Less immediately, Hellebust stated satellite technology has, according to some studies, doubled cell location accuracy as the number of satellites looking at the device increases. However, he noted that adding satellites requires a long lead time, not only to create and launch a satellite, but also to update the required chipsets within individual handsets to recognize the additional eyes in the sky.
Also on the horizon are the FCC’s Wireless E911 Location Accuracy Requirements, created in tandem with APCO and NENA, and ordered in January 2015, which explore the need to identify a dispatchable location on all wireless 9-1-1 calls.

The FCC is working with the four largest wireless carriers—AT&T, Verizon, Sprint and T-Mobile—to conduct tests in metro areas around the nation attempting to determine wireless caller location using z-coordinate and WiFi access points.
Commercial partners are already using WiFi access points to push data to consumers through apps, such as RetailMeNot—a shopping app that pushes sales notices or coupons to consumers when they travel near a store featuring a promotion.
Cohen referenced a living history project inside historic Union Station—just feet from the Kansas City Westin Hotel—that uses similar technology to share historically relevant information with visitors via their cell phone as they walk through the building.
“These devices can be put inside lamps, or exit signs, or plugged into outlets on the wall,” Cohen said, potentially providing a very precise location within location for an incident to the PSAP.

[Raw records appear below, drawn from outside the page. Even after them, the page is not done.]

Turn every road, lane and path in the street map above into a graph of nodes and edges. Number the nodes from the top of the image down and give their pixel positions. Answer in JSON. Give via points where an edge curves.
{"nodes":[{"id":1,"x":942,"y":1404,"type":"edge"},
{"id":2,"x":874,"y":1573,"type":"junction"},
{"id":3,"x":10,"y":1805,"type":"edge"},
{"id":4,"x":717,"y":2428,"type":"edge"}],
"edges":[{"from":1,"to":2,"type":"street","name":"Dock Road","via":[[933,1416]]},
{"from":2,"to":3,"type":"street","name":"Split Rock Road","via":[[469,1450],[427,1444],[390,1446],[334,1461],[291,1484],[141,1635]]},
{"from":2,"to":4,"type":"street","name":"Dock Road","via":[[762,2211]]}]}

The location of each device would be loaded into a master database—the National Emergency Address Database (NEAD)—which conceptually could deliver a reliable, dispatchable location to the PSAP within two to four seconds of initial call delivery. This is well under the 24-second average currently experienced with wireless phase 2 technology.
“There’s a lot of promise in this technology, but there are still a lot of unknowns,” Cohen said.